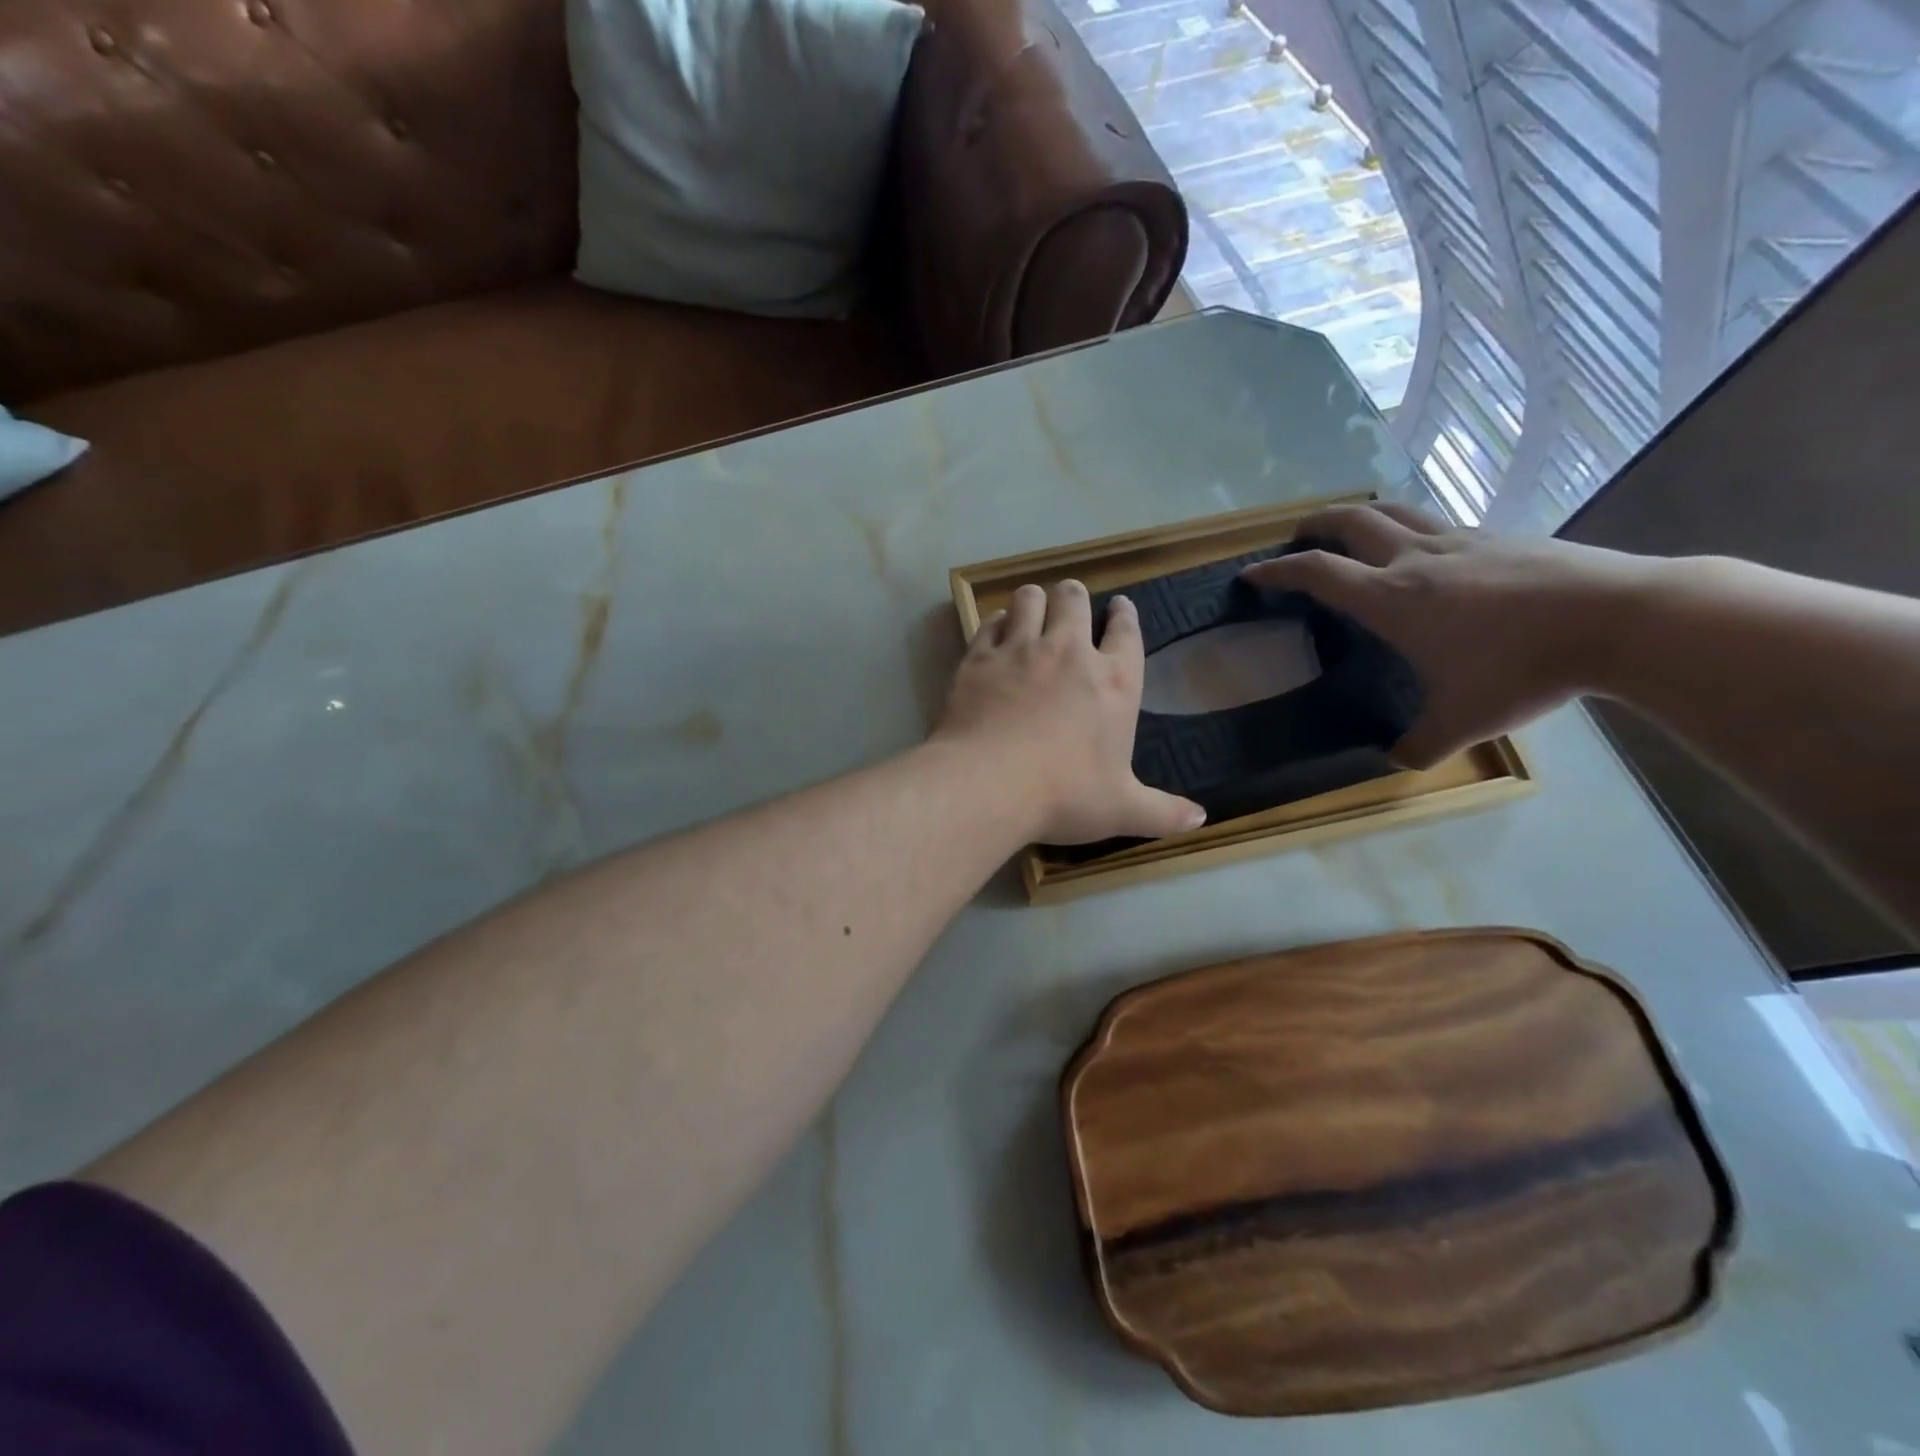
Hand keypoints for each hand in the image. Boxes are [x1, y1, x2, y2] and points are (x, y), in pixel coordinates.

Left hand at [933, 580, 1206, 843]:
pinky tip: (997, 631)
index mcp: (1114, 682)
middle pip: (1074, 600)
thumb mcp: (1121, 811)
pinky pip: (989, 622)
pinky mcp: (979, 658)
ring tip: (1032, 608)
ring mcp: (1020, 650)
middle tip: (1070, 603)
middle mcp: (1069, 652)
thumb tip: (1200, 819)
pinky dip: (996, 622)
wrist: (987, 784)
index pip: (1126, 631)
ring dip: (1034, 600)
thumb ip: (1162, 812)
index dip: (1124, 615)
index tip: (1120, 606)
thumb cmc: (1063, 796)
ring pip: (1029, 599)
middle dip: (1074, 596)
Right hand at [1243, 504, 1661, 767]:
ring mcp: (1460, 540)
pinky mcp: (1500, 535)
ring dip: (1361, 516)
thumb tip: (1396, 761)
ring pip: (1394, 511)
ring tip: (1352, 530)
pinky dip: (1411, 527)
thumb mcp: (1462, 721)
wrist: (1621, 618)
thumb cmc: (1523, 670)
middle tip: (1297, 537)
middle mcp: (1415, 559)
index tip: (1250, 573)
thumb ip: (1420, 744)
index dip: (1276, 571)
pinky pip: (1438, 522)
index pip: (1316, 573)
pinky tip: (1426, 550)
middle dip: (1314, 525)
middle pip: (1350, 521)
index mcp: (1391, 598)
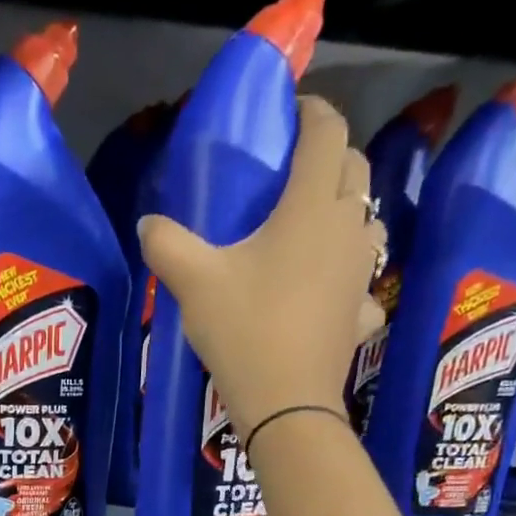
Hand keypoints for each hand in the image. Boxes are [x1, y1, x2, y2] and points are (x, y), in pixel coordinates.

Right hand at [137, 96, 387, 443]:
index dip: (311, 112)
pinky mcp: (362, 314)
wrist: (286, 403)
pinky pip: (364, 283)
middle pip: (354, 169)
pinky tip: (329, 295)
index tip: (291, 113)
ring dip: (347, 212)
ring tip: (313, 228)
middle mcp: (348, 228)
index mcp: (311, 206)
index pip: (327, 132)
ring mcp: (362, 273)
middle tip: (294, 172)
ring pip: (368, 222)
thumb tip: (147, 224)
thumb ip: (167, 244)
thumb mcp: (194, 283)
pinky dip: (349, 278)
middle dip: (329, 157)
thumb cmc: (244, 330)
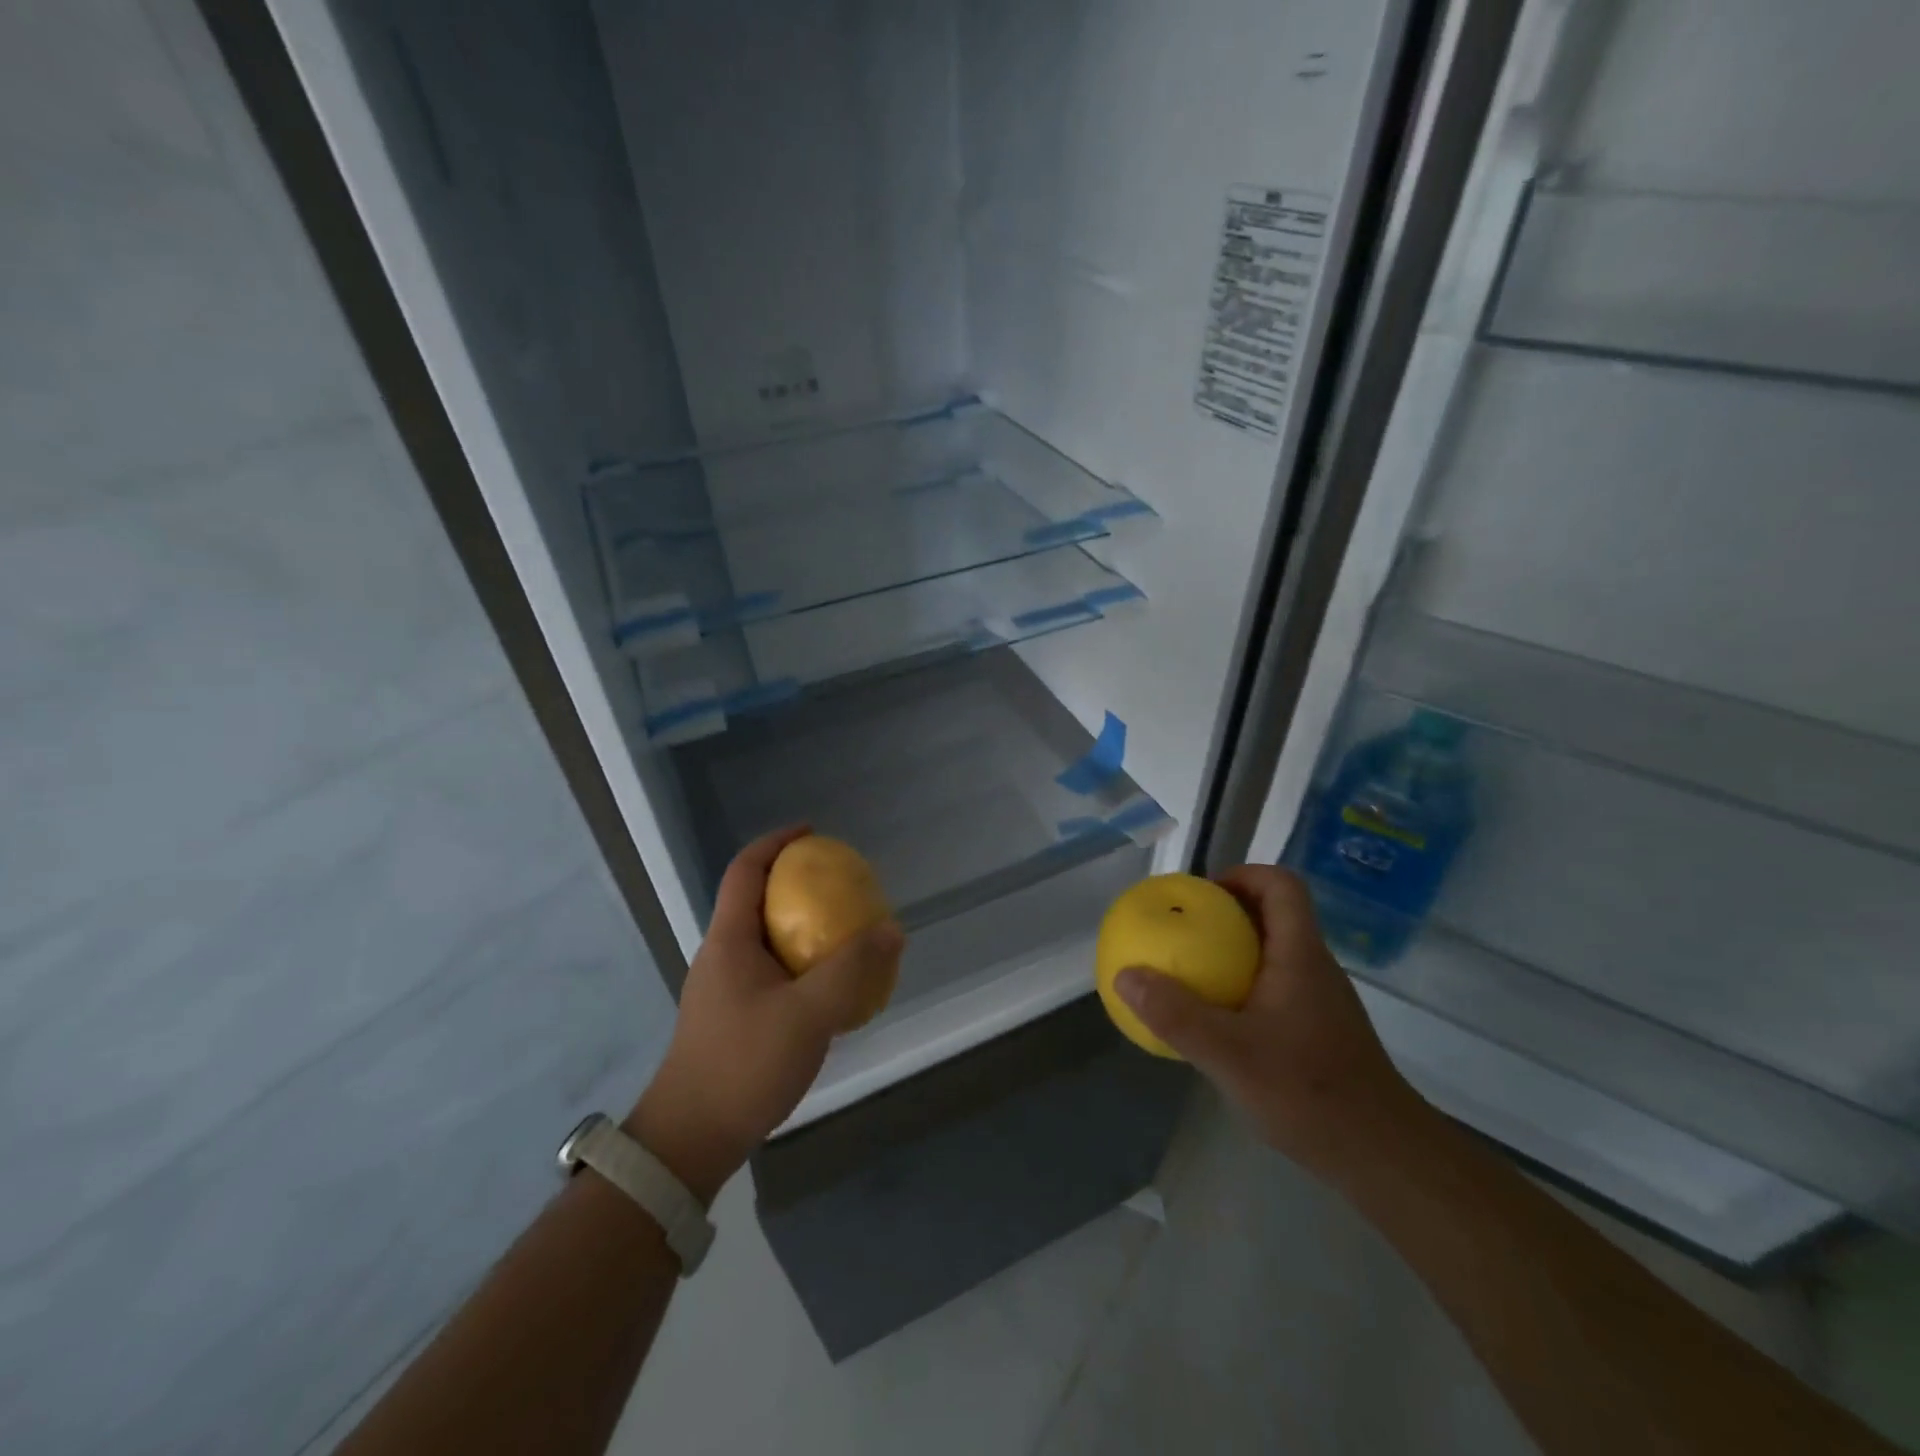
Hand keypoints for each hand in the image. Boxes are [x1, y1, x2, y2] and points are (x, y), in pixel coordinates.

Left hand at [624, 827, 904, 1202]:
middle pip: (756, 899)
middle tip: (841, 886)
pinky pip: (772, 971)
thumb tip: (891, 930)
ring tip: (844, 933)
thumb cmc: (744, 1064)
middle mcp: (722, 955)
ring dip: (802, 927)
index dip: (776, 842)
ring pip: (766, 938)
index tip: (813, 833)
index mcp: (729, 939)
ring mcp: (724, 988)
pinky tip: (830, 988)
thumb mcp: (808, 1013)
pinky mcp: (733, 1016)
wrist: (691, 1139)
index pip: (745, 870)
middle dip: (796, 884)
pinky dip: (801, 963)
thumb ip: (852, 969)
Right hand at [1113, 865, 1432, 1185]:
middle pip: (1274, 914)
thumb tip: (1126, 976)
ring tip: (1191, 973)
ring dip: (1233, 952)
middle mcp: (1314, 967)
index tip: (1201, 895)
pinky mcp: (1320, 1030)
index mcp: (1300, 955)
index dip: (1241, 875)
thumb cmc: (1310, 1094)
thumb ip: (1176, 1016)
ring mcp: (1321, 1000)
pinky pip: (1276, 987)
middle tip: (1182, 932)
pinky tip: (1219, 1024)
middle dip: (1225, 914)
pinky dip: (1243, 987)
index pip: (1281, 885)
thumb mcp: (1230, 1055)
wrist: (1384, 1159)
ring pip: (1274, 952)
• • • •
» **EXERCISE BRIEF**:
Wherever "hand" occurs in the entries above, copy the line it sits on.

» **EXERCISE RESPONSE**:
Hand keypoints for each hand in the image. Boxes are [x1, y1, x2, y2] and points are (x, y), in pixel coordinates.
Left hand at [933, 580, 1206, 843]:
Right hand at [1243, 504, 1661, 767]:
Hand keypoints for each hand in the image. Boxes are [x1, y1, x2, y2] and points are (x, y), in pixel coordinates.
Right hand at [137, 96, 387, 443]:
Hand keypoints for each hand in the image. Boxes are [x1, y1, x2, y2] and points are (x, y), in pixel coordinates.
Left hand at [624, 827, 904, 1202]:
Right hand at [1113, 865, 1432, 1185]:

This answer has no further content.